In the award, the Arbitrator found that the Agency had proved the three charges by a preponderance of the evidence. However, the Arbitrator found that the penalty was excessive because the mechanic who had actually constructed the grill only received a seven-day suspension and the grievant’s actions were not “aggravated.” As a remedy, the Arbitrator reduced the grievant’s suspension to seven days.
The Union filed exceptions on August 9, 2018, and the Agency filed an opposition on September 10, 2018.
III. Analysis and Conclusions
A. The award is not contrary to law.
In its exceptions, the Union argues that the award is contrary to law because it “fail[s] to rescind the suspension due to a violation of the grievant’s due process rights.” Specifically, the Union argues that the Agency unlawfully considered the grievant’s denial of wrongdoing as an “aggravating factor” in deciding to suspend him for fourteen days because the Agency did not notify the grievant of this aggravating factor in the proposal letter.
This argument is unavailing because it is well established that the substantive standards of the Merit Systems Protection Board (MSPB) are not binding on arbitrators when they consider actions that cannot be appealed to the MSPB, such as the personnel action here - a fourteen-day suspension. Therefore, the numerous MSPB cases, and those cases appealed from the MSPB to the U.S. Court of Appeals for the Federal Circuit, cited by the Union are not dispositive.
Further, the Union’s argument is premised on a misinterpretation of the award. The Arbitrator noted the disparity between the grievant’s and the mechanic’s suspensions, stated that such a disparity could only be supported if the grievant’s misconduct was “more aggravated” and concluded that the grievant’s misconduct was not “aggravated.” Accordingly, the Arbitrator reduced the grievant’s suspension to the length of the mechanic’s suspension—effectively reversing any allegedly improper consideration of the denial as an aggravating factor.
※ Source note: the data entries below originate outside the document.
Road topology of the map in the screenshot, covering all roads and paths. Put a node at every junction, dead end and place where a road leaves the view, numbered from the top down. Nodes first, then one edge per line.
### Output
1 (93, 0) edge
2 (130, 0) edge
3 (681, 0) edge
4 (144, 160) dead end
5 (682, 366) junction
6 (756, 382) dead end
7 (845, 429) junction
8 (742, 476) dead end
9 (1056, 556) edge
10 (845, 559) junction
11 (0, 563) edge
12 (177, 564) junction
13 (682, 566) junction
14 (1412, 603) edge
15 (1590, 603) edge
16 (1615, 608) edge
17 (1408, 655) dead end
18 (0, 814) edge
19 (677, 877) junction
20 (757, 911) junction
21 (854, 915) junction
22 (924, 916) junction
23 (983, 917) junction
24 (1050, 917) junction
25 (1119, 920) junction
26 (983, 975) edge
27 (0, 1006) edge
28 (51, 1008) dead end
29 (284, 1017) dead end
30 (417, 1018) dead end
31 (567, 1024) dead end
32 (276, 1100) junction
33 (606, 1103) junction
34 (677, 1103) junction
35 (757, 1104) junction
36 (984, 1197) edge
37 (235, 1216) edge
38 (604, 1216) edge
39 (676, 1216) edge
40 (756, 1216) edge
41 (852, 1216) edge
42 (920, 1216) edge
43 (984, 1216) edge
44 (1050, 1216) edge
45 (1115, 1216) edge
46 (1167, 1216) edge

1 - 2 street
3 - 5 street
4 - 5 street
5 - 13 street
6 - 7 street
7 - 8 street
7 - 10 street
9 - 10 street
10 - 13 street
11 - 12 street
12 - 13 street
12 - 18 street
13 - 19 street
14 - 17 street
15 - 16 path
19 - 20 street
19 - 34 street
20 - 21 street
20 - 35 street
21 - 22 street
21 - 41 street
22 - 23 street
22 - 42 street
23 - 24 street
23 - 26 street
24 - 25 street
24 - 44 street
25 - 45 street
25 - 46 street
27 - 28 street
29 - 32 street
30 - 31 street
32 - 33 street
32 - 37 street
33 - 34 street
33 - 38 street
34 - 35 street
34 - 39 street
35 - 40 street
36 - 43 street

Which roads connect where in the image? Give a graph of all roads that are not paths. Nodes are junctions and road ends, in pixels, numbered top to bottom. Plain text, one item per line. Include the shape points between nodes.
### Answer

The Arbitrator did not rescind the suspension entirely because he found that the Agency proved the charges by a preponderance of the evidence.
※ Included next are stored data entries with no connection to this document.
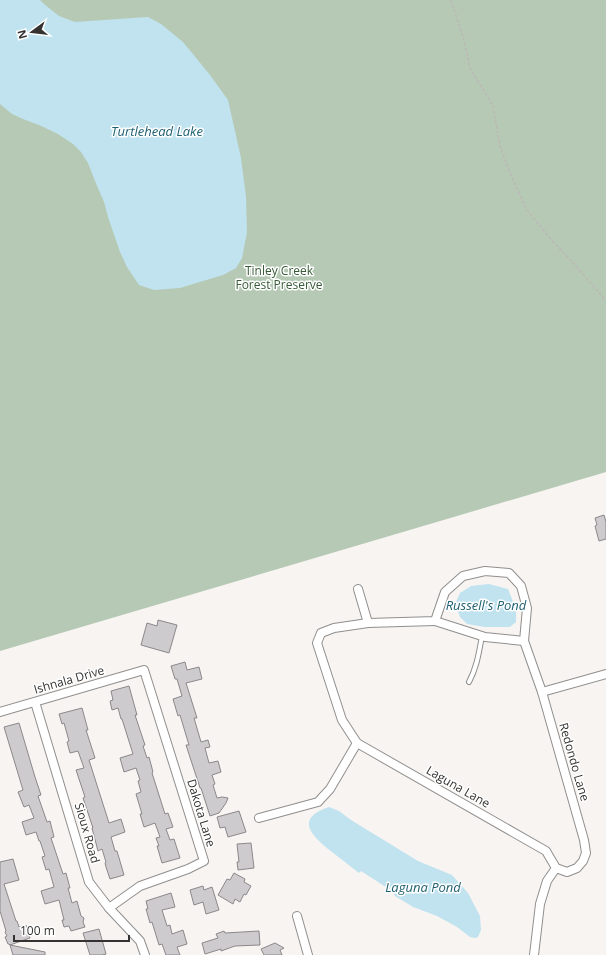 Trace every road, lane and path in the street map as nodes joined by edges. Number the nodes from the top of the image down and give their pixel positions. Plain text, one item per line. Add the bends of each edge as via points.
1 (451, 0) edge
2 (606, 301) edge
3 (358, 589) dead end
4 (435, 621) junction
5 (368, 624) junction
6 (482, 636) junction
7 (524, 641) junction
8 (144, 670) joint
9 (606, 674) edge
10 (469, 682) dead end
11 (542, 692) junction
12 (35, 702) junction
13 (0, 712) edge
14 (357, 743) junction
15 (259, 818) dead end
16 (556, 868) junction
17 (109, 908) junction
18 (297, 916) dead end
19 (145, 955) edge
20 (308, 955) edge
21 (534, 955) edge

1 - 2 path via 470,68 493,106 500,146 527,210
3 - 5 street
4 - 5 street
4 - 6 street
4 - 7 street, Redondo Lane via 445,592 463,576 485,572 509,573 521,586 527,608
5 - 14 street, Laguna Lane via 334,628 321,633 317,643 342,720
6 - 7 street
6 - 10 lane via 478,661
7 - 11 street, Redondo Lane
8 - 12 street, Ishnala Drive
8 - 17 street, Dakota Lane via 204,862 140,886
9 - 11 street
11 - 16 street, Redondo Lane via 586,854 583,862 576,868 567,872
12 - 13 street, Ishnala Drive
12 - 17 street, Sioux Road via 89,882
14 - 15 street via 330,789 318,802
14 - 16 street, Laguna Lane via 546,851
16 - 21 street via 547,880 540,904
17 - 19 street, Sioux Road via 140,942
18 - 20 street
Because MSPB caselaw is not dispositive and the Arbitrator already remedied the challenged Agency conduct by reducing the length of the grievant’s suspension, we deny this exception.
B. The Arbitrator did not exceed his authority.
The Union also argues that the Arbitrator exceeded his authority by not resolving one of the parties’ stipulated issues—whether the Agency violated the parties’ agreement by unduly delaying implementation of corrective action against the grievant.
In determining whether an arbitrator has exceeded his or her authority, the Authority accords an arbitrator’s interpretation of a stipulated issue the same substantial deference that it accords an arbitrator’s interpretation and application of a collective‑bargaining agreement.
The Arbitrator referenced the issue in his award several times. He stated: (1) the issue; (2) Article VIII, § 4 of the parties’ agreement that “[c]orrective actions should be initiated by a[n Agency] official within a reasonable period of time after knowledge of the alleged infraction or circumstances;” (3) the Union’s contention that the discipline was “not timely;” (4) the Step 3 Hearing Officer’s explanation for the delay due to the complaint being made to the IG’s office, which is independent of management and which spent several months investigating the matter before presenting its findings to management, and that the Union was not harmed because it knew of the inquiry from the outset; (5) the Union’s argument that the Agency’s assertion that the delay was “not unusually long” and therefore not untimely, was “facially untenable;” and (6) the Agency’s contention that it did not violate the parties’ agreement by delaying corrective action against the grievant.
In his analysis, the Arbitrator found the “[g]rievant’s conduct properly subjected him to discipline.” By finding the grievant to have been properly subjected to discipline, the Arbitrator effectively found that the Agency did not violate the parties’ agreement as to the timing of the personnel action. Thus, the award responds to the parties’ stipulated issues, and we deny the Union’s exception.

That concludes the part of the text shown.